§ WHAT THE TASK REQUIRES
Pick out the lines below that include the string "blur".

§ AVAILABLE RECORDS

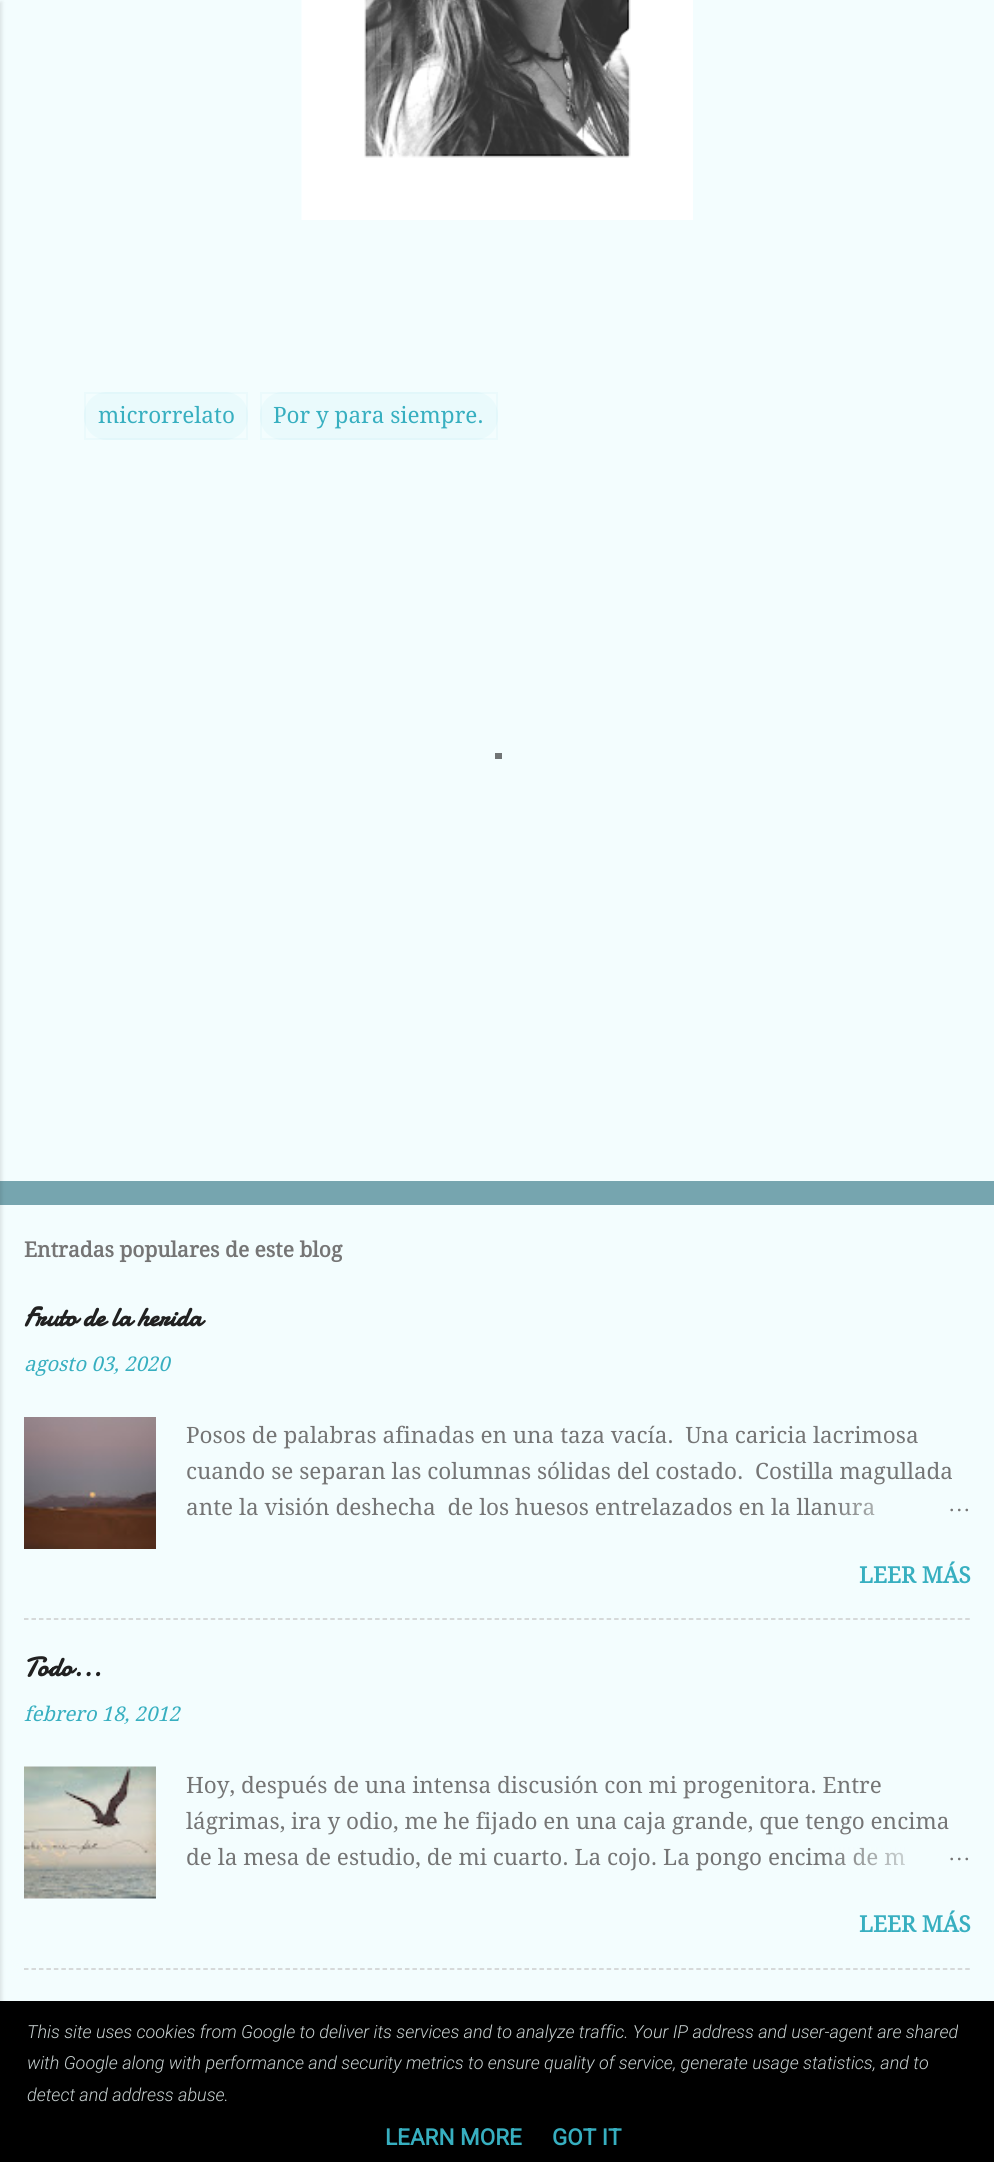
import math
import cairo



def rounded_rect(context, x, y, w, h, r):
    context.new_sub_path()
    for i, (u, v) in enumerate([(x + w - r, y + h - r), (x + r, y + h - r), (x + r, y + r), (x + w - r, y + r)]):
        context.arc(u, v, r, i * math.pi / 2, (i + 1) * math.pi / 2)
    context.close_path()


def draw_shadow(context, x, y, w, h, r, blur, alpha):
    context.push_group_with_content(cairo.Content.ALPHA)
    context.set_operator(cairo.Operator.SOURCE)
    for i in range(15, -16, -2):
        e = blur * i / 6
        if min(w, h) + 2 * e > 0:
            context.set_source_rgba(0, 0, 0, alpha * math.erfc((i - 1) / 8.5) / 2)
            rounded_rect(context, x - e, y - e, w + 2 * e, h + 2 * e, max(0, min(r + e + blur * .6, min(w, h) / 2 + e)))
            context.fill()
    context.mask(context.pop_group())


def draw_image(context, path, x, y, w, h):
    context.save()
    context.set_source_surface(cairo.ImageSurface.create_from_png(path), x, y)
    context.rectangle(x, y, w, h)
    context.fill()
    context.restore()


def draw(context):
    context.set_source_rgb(118 / 255, 165 / 255, 175 / 255)
    context.paint()
    context.set_source_rgb(243 / 255, 253 / 255, 254 / 255)
    context.rectangle(0, 0, 994, 1181)
    context.fill()
    context.rectangle(0, 1205, 994, 796)
    context.fill()
    context.set_source_rgb(0, 0, 0)
    draw_shadow(context, -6, 2, 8, 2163, 0, 2, 0.1)
    draw_image(context, "images/1.png", 301, 0, 392, 220)
    context.set_source_rgb(234 / 255, 250 / 255, 252 / 255)
    rounded_rect(context, 84, 392, 164, 48, 23)
    context.fill()
    context.rectangle(85, 393, 162, 46)
    context.set_source_rgba(62 / 255, 195 / 255, 214 / 255, 0.05)
    context.stroke()
    context.set_source_rgb(234 / 255, 250 / 255, 252 / 255)
    rounded_rect(context, 260, 392, 238, 48, 23)
    context.fill()
    context.rectangle(261, 393, 236, 46)
    context.set_source_rgba(62 / 255, 195 / 255, 214 / 255, 0.05)
    context.stroke()
    draw_image(context, "images/2.png", 24, 1417, 132, 132)
    context.new_path()
    context.move_to(24, 1619)
    context.line_to(970.5, 1619)
    context.set_source_rgb(204 / 255, 204 / 255, 204 / 255)
    context.set_line_width(1.5)
    context.set_dash([4.5, 2.97])
    context.stroke()
    draw_image(context, "images/3.png", 24, 1766, 132, 133)
    context.new_path()
    context.move_to(24, 1969)
    context.line_to(970.5, 1969)
    context.stroke()
    context.set_source_rgb(112 / 255, 116 / 255, 117 / 255)
    context.rectangle(495, 753, 7, 6)
    context.fill()
    context.set_source_rgb(0, 0, 0)
    context.rectangle(0, 2001, 994, 161)
    context.fill()
    context.select_font_face("Droid Serif")
    context.set_font_size(22.5)
    context.set_source_rgb(55 / 255, 175 / 255, 192 / 255)
    context.move_to(98, 423)
    context.show_text("microrrelato")
    context.move_to(273, 423)
    context.show_text("Por y para siempre.")
    context.select_font_face("Droid Serif", cairo.FontSlant.NORMAL, cairo.FontWeight.BOLD)
    context.set_font_size(21)
    context.set_source_rgb(117 / 255, 117 / 255, 117 / 255)
    context.move_to(24, 1257)
    context.show_text("Entradas populares de este blog")
    context.select_font_face("Damion", cairo.FontSlant.NORMAL, cairo.FontWeight.BOLD)
    context.set_font_size(27)
    context.set_source_rgb(33 / 255, 33 / 255, 33 / 255)
    context.move_to(24, 1326)
    context.show_text("Fruto de la herida")
    context.select_font_face("Droid Serif", cairo.FontSlant.ITALIC)
    context.set_font_size(20.25)
    context.set_source_rgb(55 / 255, 175 / 255, 192 / 255)
    context.move_to(24, 1371)
    context.show_text("agosto 03, 2020")
    context.select_font_face("Droid Serif")
    context.set_font_size(22.5)
    context.set_source_rgb(117 / 255, 117 / 255, 117 / 255)
    context.move_to(186, 1443)
    context.show_text("Posos de palabras afinadas en una taza vacía.  Una caricia lacrimosa")
    context.move_to(186, 1479)
    context.show_text("cuando se separan las columnas sólidas del costado.  Costilla magullada")
    context.move_to(186, 1515)
    context.show_text("ante la visión deshecha  de los huesos entrelazados en la llanura")
    gradient = cairo.LinearGradient(971, 1508, 827, 1508)
    gradient.add_color_stop_rgba(0, 243 / 255, 253 / 255, 254 / 255, 1)
    gradient.add_color_stop_rgba(0.2, 243 / 255, 253 / 255, 254 / 255, 1)
    gradient.add_color_stop_rgba(1, 243 / 255, 253 / 255, 254 / 255, 0)
    context.set_source(gradient)
    context.rectangle(829, 1502, 45, 14)
    context.fill()
    context.select_font_face("Liberation Serif")
    context.set_source_rgb(117 / 255, 117 / 255, 117 / 255)
    context.move_to(948, 1511)
    context.show_text("…")
    context.select_font_face("Droid Serif", cairo.FontSlant.NORMAL, cairo.FontWeight.BOLD)
    context.set_source_rgb(55 / 255, 175 / 255, 192 / 255)
    context.move_to(859, 1583)
    context.show_text("LEER MÁS")
    context.select_font_face("Damion", cairo.FontSlant.NORMAL, cairo.FontWeight.BOLD)
    context.set_font_size(27)
    context.set_source_rgb(33 / 255, 33 / 255, 33 / 255)
    context.move_to(24, 1676)
    context.show_text("Todo...")
    context.select_font_face("Droid Serif", cairo.FontSlant.ITALIC)
    context.set_font_size(20.25)
    context.set_source_rgb(55 / 255, 175 / 255, 192 / 255)
    context.move_to(24, 1721)
    context.show_text("febrero 18, 2012")
    context.select_font_face("Droid Serif")
    context.set_font_size(22.5)
    context.set_source_rgb(117 / 255, 117 / 255, 117 / 255)
    context.move_to(186, 1793)
    context.show_text("Hoy, después de una intensa discusión con mi progenitora. Entre")
    context.move_to(186, 1829)
    context.show_text("lágrimas, ira y odio, me he fijado en una caja grande, que tengo encima")
    context.move_to(186, 1865)
    context.show_text("de la mesa de estudio, de mi cuarto. La cojo. La pongo encima de m")
    gradient = cairo.LinearGradient(971, 1857, 827, 1857)
    gradient.add_color_stop_rgba(0, 243 / 255, 253 / 255, 254 / 255, 1)
    gradient.add_color_stop_rgba(0.2, 243 / 255, 253 / 255, 254 / 255, 1)
    gradient.add_color_stop_rgba(1, 243 / 255, 253 / 255, 254 / 255, 0)
    context.set_source(gradient)
    context.rectangle(829, 1847, 76, 19)
    context.fill()
    context.select_font_face("Liberation Serif")
    context.set_source_rgb(117 / 255, 117 / 255, 117 / 255)
    context.move_to(948, 1860)
    context.show_text("…")
    context.select_font_face("Droid Serif", cairo.FontSlant.NORMAL, cairo.FontWeight.BOLD)
    context.set_source_rgb(55 / 255, 175 / 255, 192 / 255)
    context.move_to(859, 1932)
    context.show_text("LEER MÁS")
    context.select_font_face("Roboto Light", cairo.FontSlant.ITALIC)
    context.set_font_size(18)
    context.set_source_rgb(199 / 255, 208 / 255, 208 / 255)
    context.move_to(27, 2038)
    context.show_text("This site uses cookies from Google to deliver its services and to analyze traffic. Your IP address and user-agent are shared")
    context.move_to(27, 2069)
    context.show_text("with Google along with performance and security metrics to ensure quality of service, generate usage statistics, and to")
    context.move_to(27, 2101)
    context.show_text("detect and address abuse.")
    context.select_font_face("Roboto", cairo.FontSlant.NORMAL, cairo.FontWeight.BOLD)
    context.set_font_size(22.5)
    context.set_source_rgb(55 / 255, 175 / 255, 192 / 255)
    context.move_to(385, 2145)
    context.show_text("LEARN MORE")
    context.move_to(552, 2145)
    context.show_text("GOT IT")


surface = cairo.ImageSurface(cairo.Format.RGB24, 994, 2162)
context = cairo.Context(surface)
options = cairo.FontOptions()
options.set_hint_metrics(cairo.HintMetrics.OFF)
options.set_hint_style(cairo.HintStyle.NONE)
context.set_font_options(options)
context.set_miter_limit(4)
draw(context)
surface.write_to_png("out.png")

§ SOLUTION TO THIS EXERCISE
def draw_shadow(context, x, y, w, h, r, blur, alpha):
        e = blur * i / 6
            rounded_rect(context, x - e, y - e, w + 2 * e, h + 2 * e, max(0, min(r + e + blur * .6, min(w, h) / 2 + e)))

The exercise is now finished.